Nevertheless, good cavaliers as were these Mexicans of Peralta, the treacherous morass soon hampered and terrified the horses, and the troop was thrown into disarray.
This sight warmed the frozen heart of Kidd once more.
"They are only 'greasers,'" cried he, scornfully. "And, after all, better to perish having our revenge on them than waiting for those murderous savages to come up. Who'll come on with me? Won't the fear of hellish torture make any backward spirit brave? For the golden land, right through the yallerfaces! Hurrah, boys!"
Whilst hesitating, two bullets of several shots whistled into the bodies of a pair of his companions. The pursuers had arrived within range. At this, more potent than the harangue, the gold grabbers ran at the heels of their leader, straight along the firm ground forming a natural bridge in the bog, firing at the floundering horsemen and yelling to increase the alarm of the steeds.
Five ran the gauntlet successfully, though each was wounded by the Mexicans' cutlasses, so close were the encounters. But Kidd seemed to bear a charmed life. He turned, his bosom swelling with exultation. All the foes were on the other side of him. The Yellowstone Region was at his foot. Surely in his bounding heart he had not a doubt that he was destined to conceal himself among the wonders in some enchanted cave, in some petrified forest, in some hollow under a waterfall and baffle the Yager of the Yellowstone himself.
Indeed, the trampling horses cut up the quaking morass; black water and yellow slime oozed up and covered the grass. Where the bandits had leaped along the mud rose, or the calamus root was sinking as if pulled down by the hands of elves. The subtle obstacle was mysterious. All the Indians paused on the solid ground, whilst Ridge and the trappers alone were cool enough to assist the Mexicans to where they stood.

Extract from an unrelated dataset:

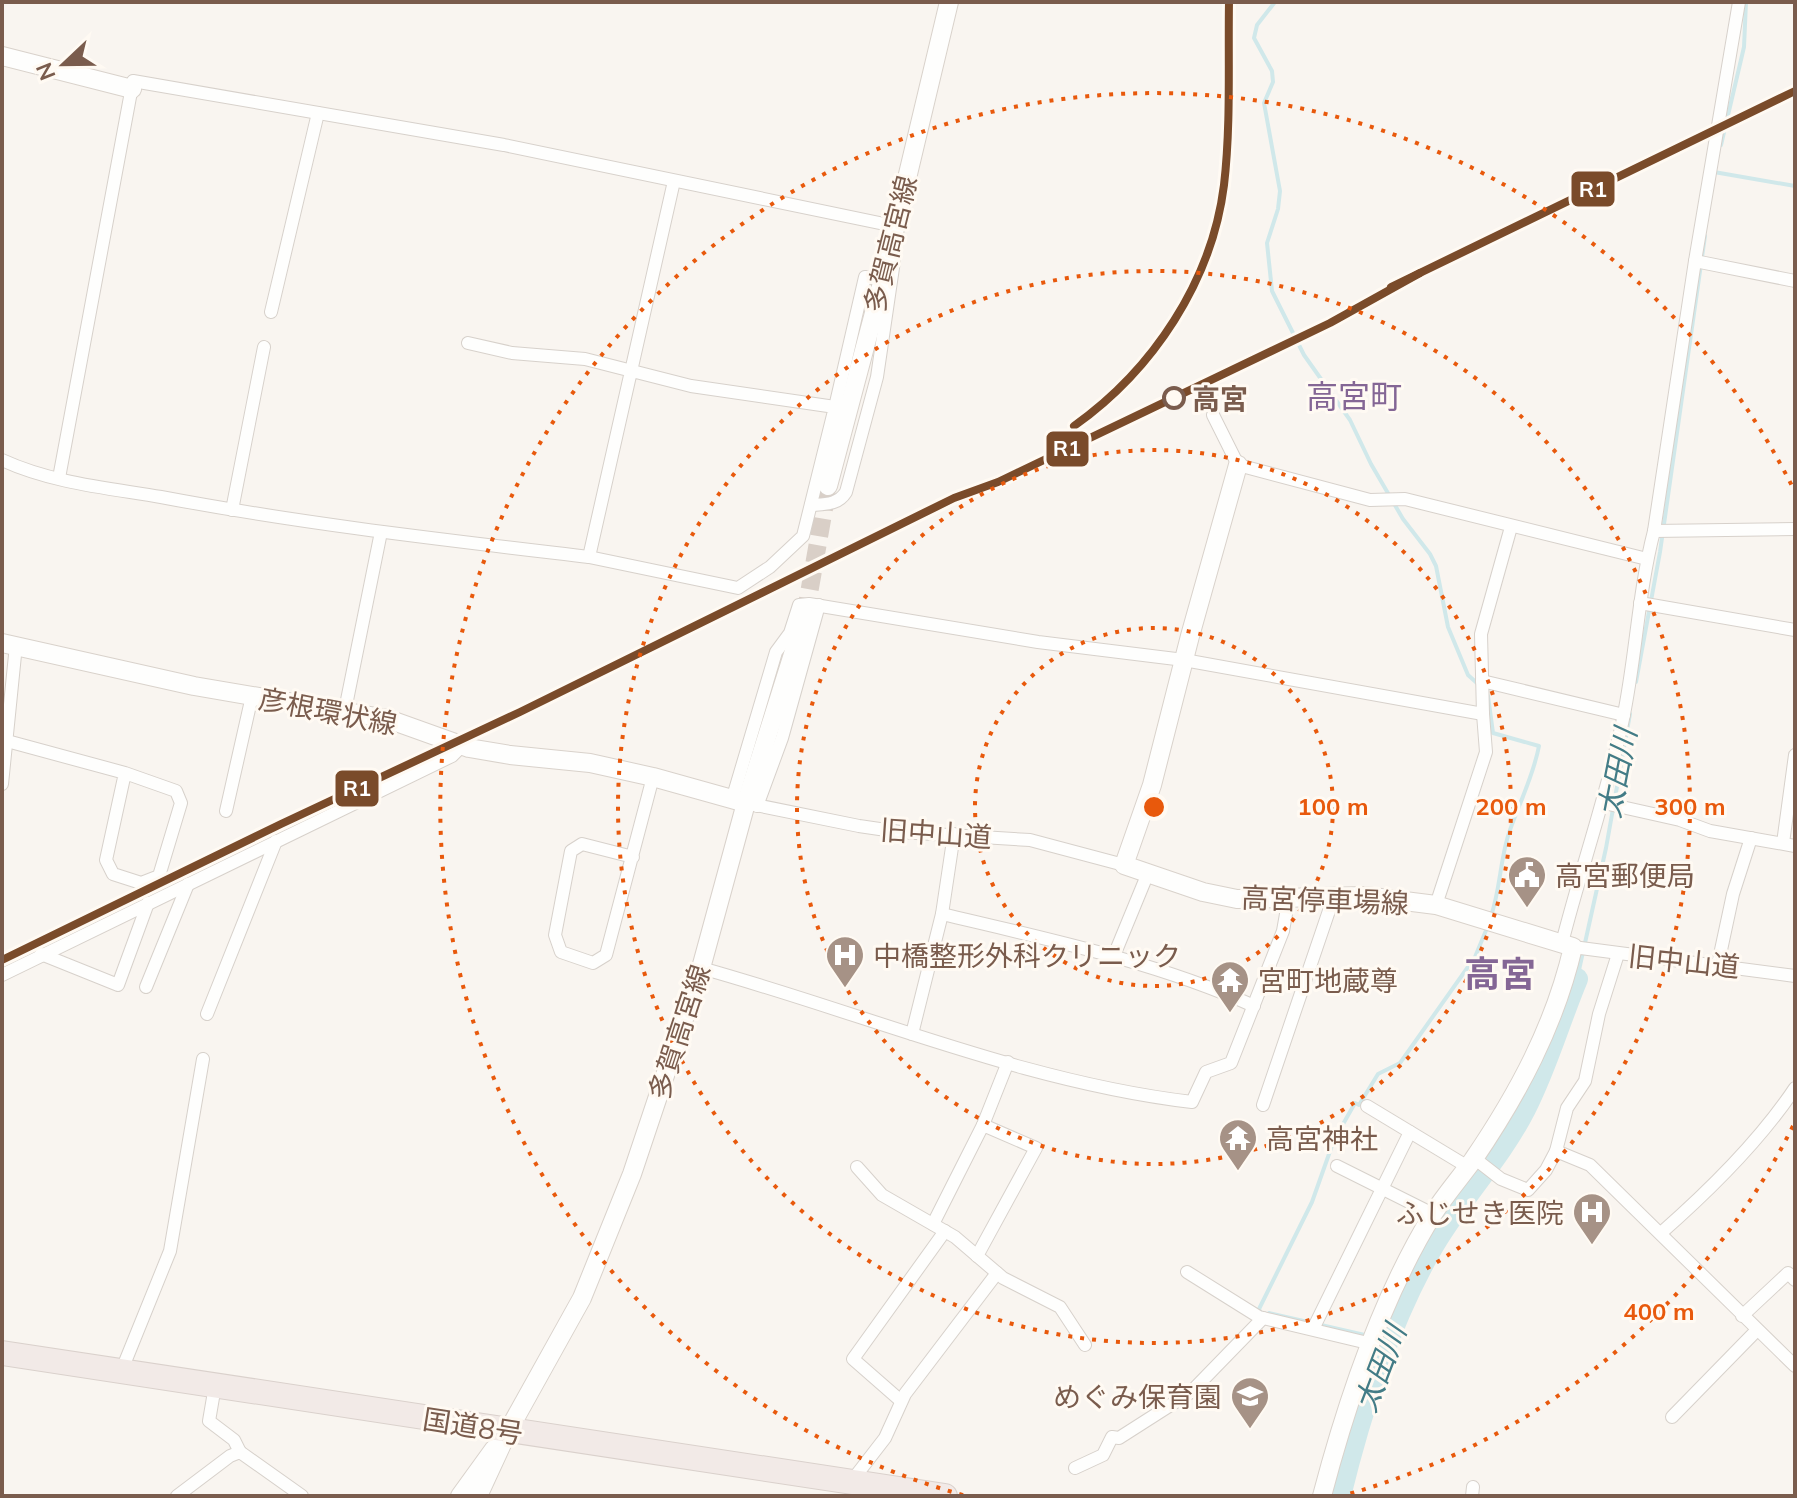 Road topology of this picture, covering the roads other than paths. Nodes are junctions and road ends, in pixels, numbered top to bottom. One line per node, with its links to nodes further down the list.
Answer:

To add to the horror, bodies of the Crows slain in the previous battle, till now submerged in the pitchy, sulfurous fen, slowly bubbled up, so besmeared as but dimly to suggest the shapes of men.
Kidd and his companions, among whom was Margottet, the only Half-breed, had impudently stopped, the swamp between. They were the more plainly discernible as at their back the steam from a water volcano formed a white veil.
Suddenly the wind died away. There was audible a mournful, tremendous sound in the haunted realm, like a giant's breathing; it was the pumping underground of the indescribable forces to extract and drive to the surface tons upon tons of water for the colossal hot water fountains, whose heat and moisture tempered the atmosphere even here.